As an aside, Kickstarter itself received quite some VC funding:
[http://allthingsd.com/20110317/kickstarter-fesses-up-the-
cro...](http://allthingsd.com/20110317/kickstarter-fesses-up-the-crowd-
sourced-funding-startup-has-funding-too/)

EDIT: grammar

------
AntiRush
Since they added the Games section, Kickstarter has been flooded with game
projects. A small portion of them are successfully funded.

It seems that Kickstarter alone isn't enough to get funding - putting your
project on Kickstarter and then leveraging some other form of publicity has a
much higher change of success.

As a side note:

My company builds html5 multiplayer game technology. I'd love to talk about
your project - you can reach me at tom@gameclosure.com

------
steventruong
I personally think it's an amazing platform.
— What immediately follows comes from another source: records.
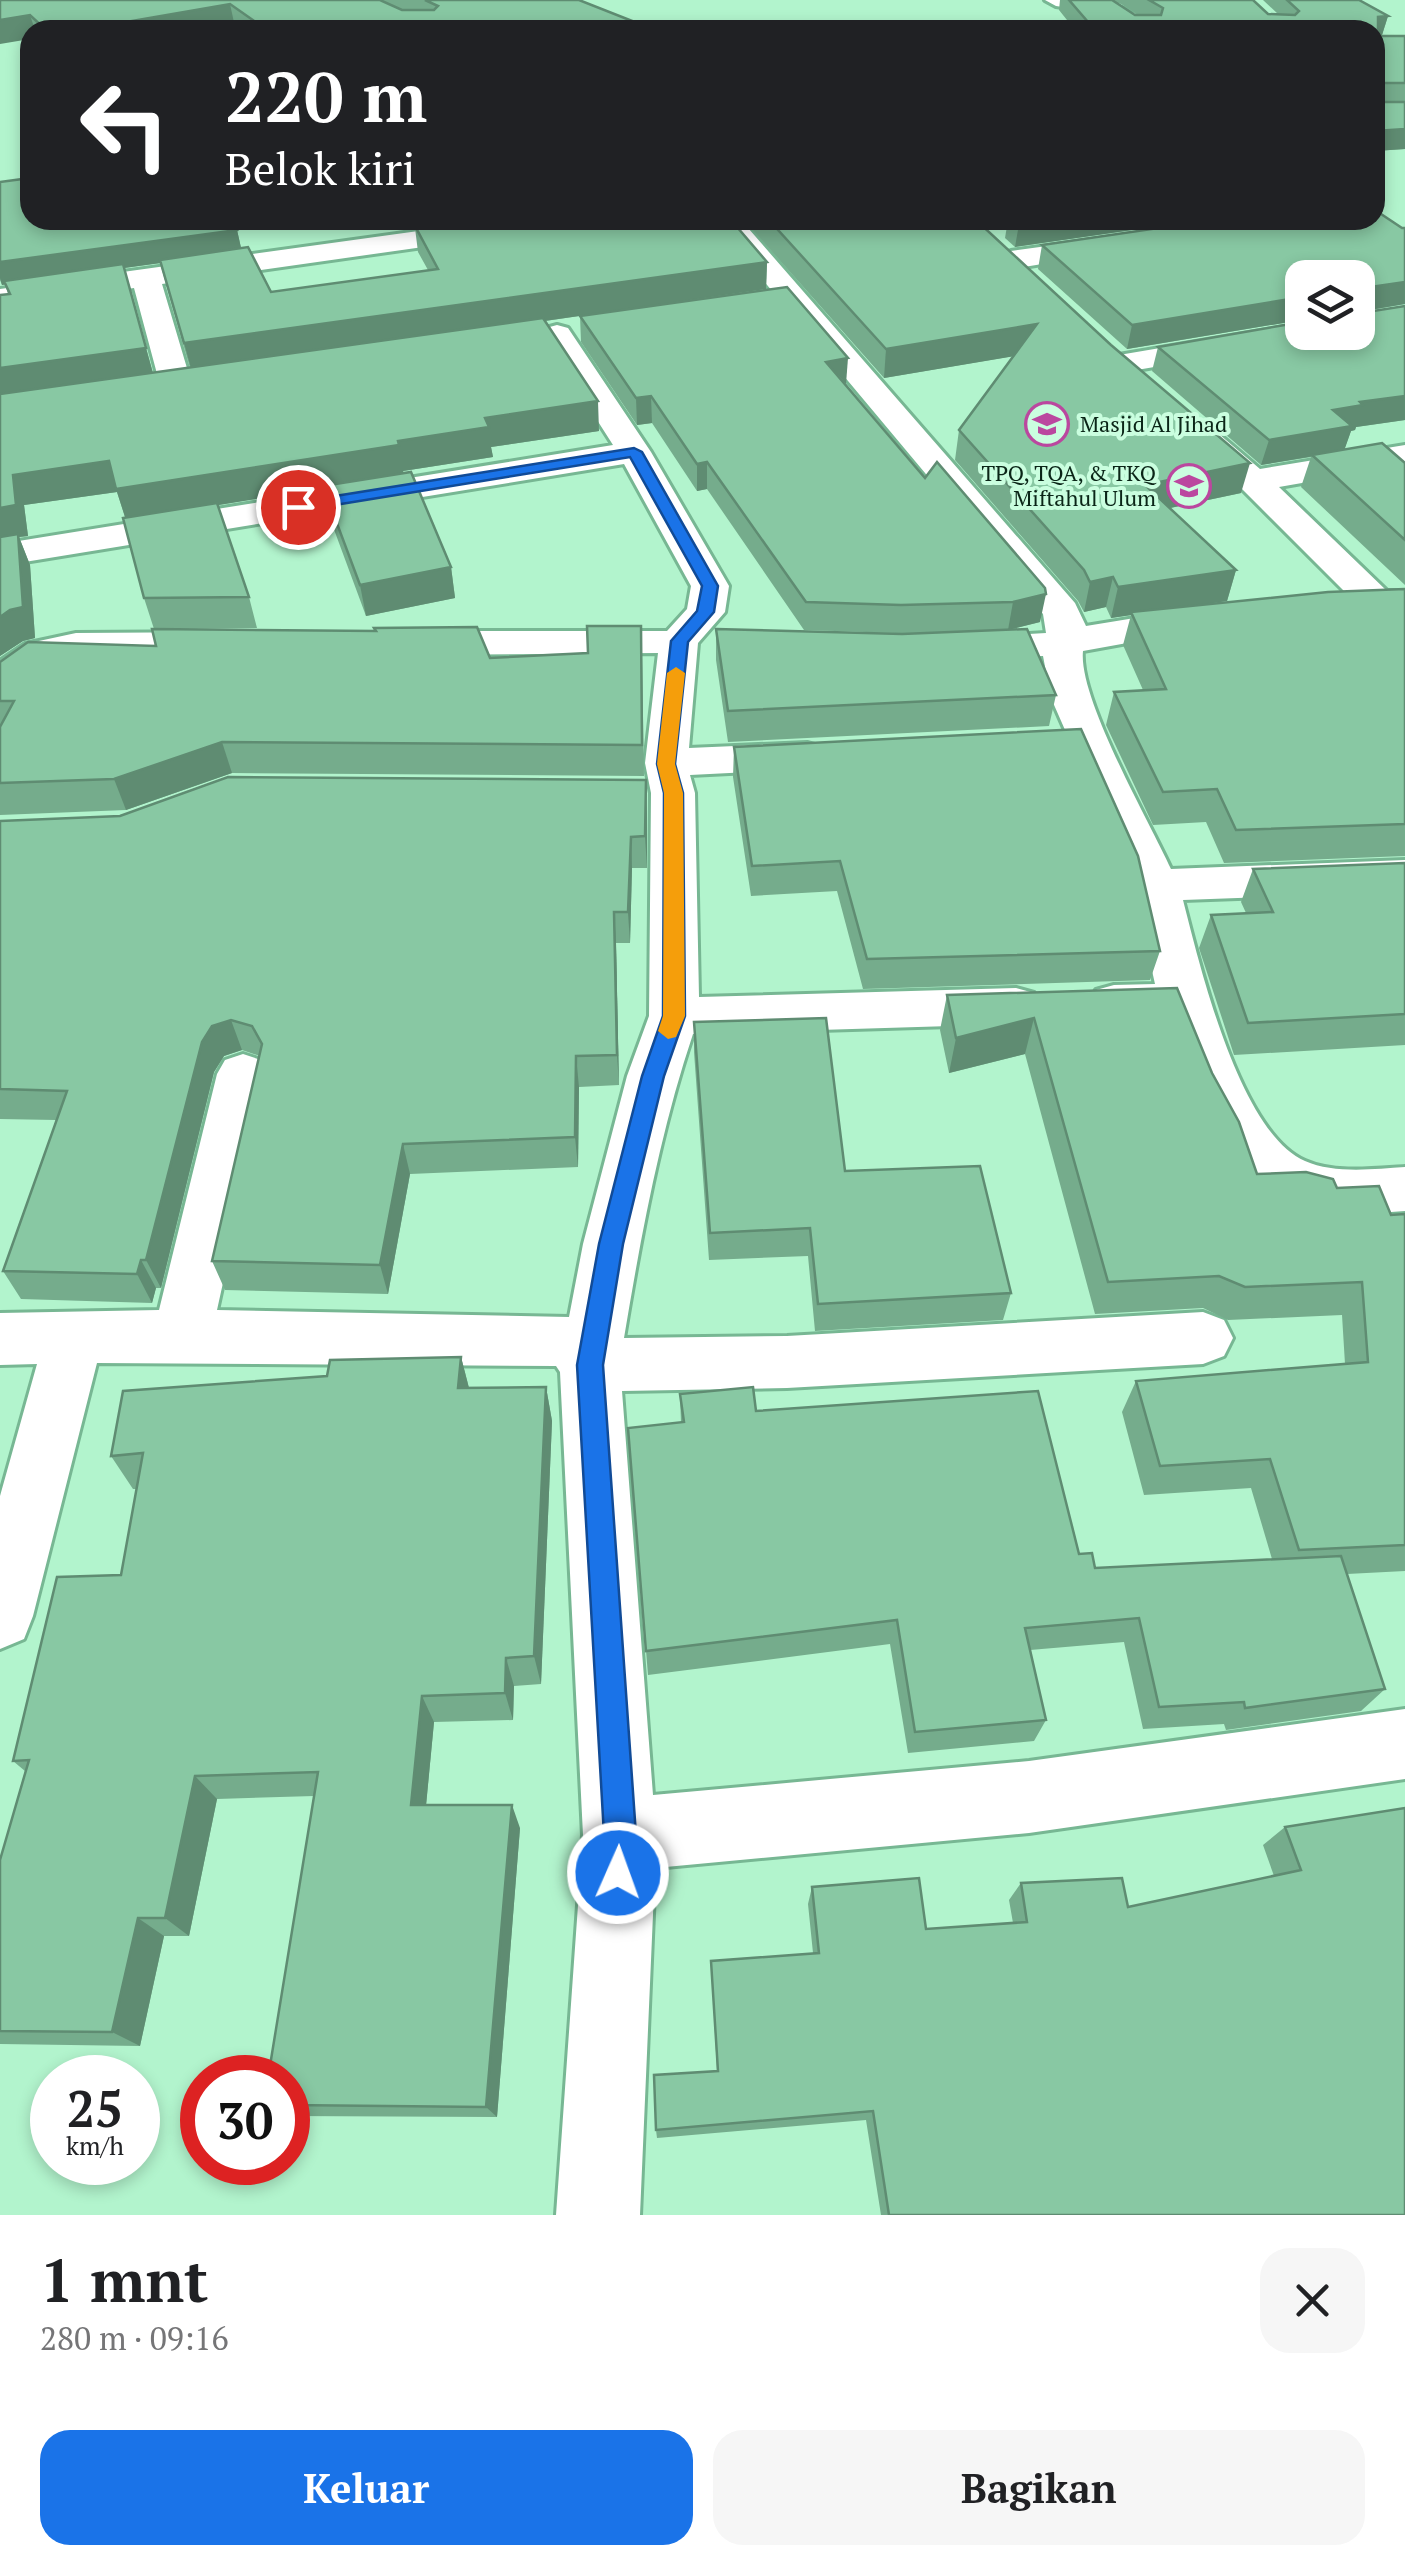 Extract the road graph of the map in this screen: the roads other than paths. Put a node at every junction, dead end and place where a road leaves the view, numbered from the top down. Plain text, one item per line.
1 (1056, 0) edge
2 (1131, 20) edge
3 (486, 230) edge
4 (735, 230) edge
5 (1147, 240) edge
6 (146, 278) junction
7 (1038, 286) edge
8 (0, 298) edge
9 (794, 298) junction
10 (715, 310) edge
11 (558, 334) edge
12 (1285, 336) edge
13 (1092, 338) edge
14 (1119, 364) junction
15 (214, 380) edge
16 (176, 386) junction
17 (137, 392) edge
18 (634, 452) junction
19 (1405, 455) edge
20 (1252, 481) junction
21 (0, 556) edge
22 (1391, 602) edge
23 (1338, 606) edge
24 (1241, 616) edge
25 (702, 642) junction
26 (368, 643) edge
27 (270, 644) edge
28 (1063, 644) junction
29 (916, 648) edge
30 (0, 680) edge
31 (838, 754) edge
32 (655, 784) junction
33 (1405, 876) edge
34 (1156, 885) junction
35 (1184, 1001) junction
36 (674, 1016) junction
37 (242, 1074) dead end
38 (1405, 1189) edge
39 (182, 1335) junction
40 (1202, 1338) dead end
41 (0, 1339) edge
42 (74, 1339) junction
43 (590, 1365) junction
44 (0, 1616) edge
45 (1405, 1744) edge
46 (620, 1835) junction
47 (598, 2215) edge

1 - 2 street
3 - 6 street
4 - 9 street
5 - 7 street
6 - 8 street
6 - 16 street
9 - 10 street
9 - 28 street
11 - 18 street
12 - 14 street
13 - 14 street
14 - 20 street
15 - 16 street
16 - 17 street
18 - 21 street
18 - 25 street
19 - 20 street
20 - 22 street
22 - 23 street
24 - 28 street
25 - 26 street
25 - 32 street
27 - 30 street
28 - 29 street
28 - 34 street
31 - 32 street
32 - 36 street
33 - 34 street
34 - 35 street
35 - 36 street
35 - 38 street
36 - 43 street
37 - 39 street
39 - 42 street
39 - 43 street
40 - 43 street
41 - 42 street
42 - 44 street
43 - 46 street
45 - 46 street
46 - 47 street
Having said that, it seems more
common for hardware hacks to be successful on kickstarter more than software,
especially those that acts as preorders for the hardware. While some software
companies have been successful, it's generally more rare from my own
observations. Nonetheless, you could try.

------
nhangen
My problem with Kickstarter is the approval process, which doesn't cater very
well to idea people. I'm also not a fan of giving all of my SEO away to
another website, especially if I'm in charge of driving traffic to my
campaign.

That being said, it's hard to argue with the success of their model. My
problem was that I wanted a way to self-host my own campaigns, as often as I
wanted. We're building <http://ignitiondeck.com> to fulfill our own needs. Who
knows, maybe it'll help someone else too. Still a long way to go though.

Profounder looked nice at first glance, but then I realized I had to hit up my
friends and family. Last thing I want to do is MLM the people I hang out with
on a daily basis.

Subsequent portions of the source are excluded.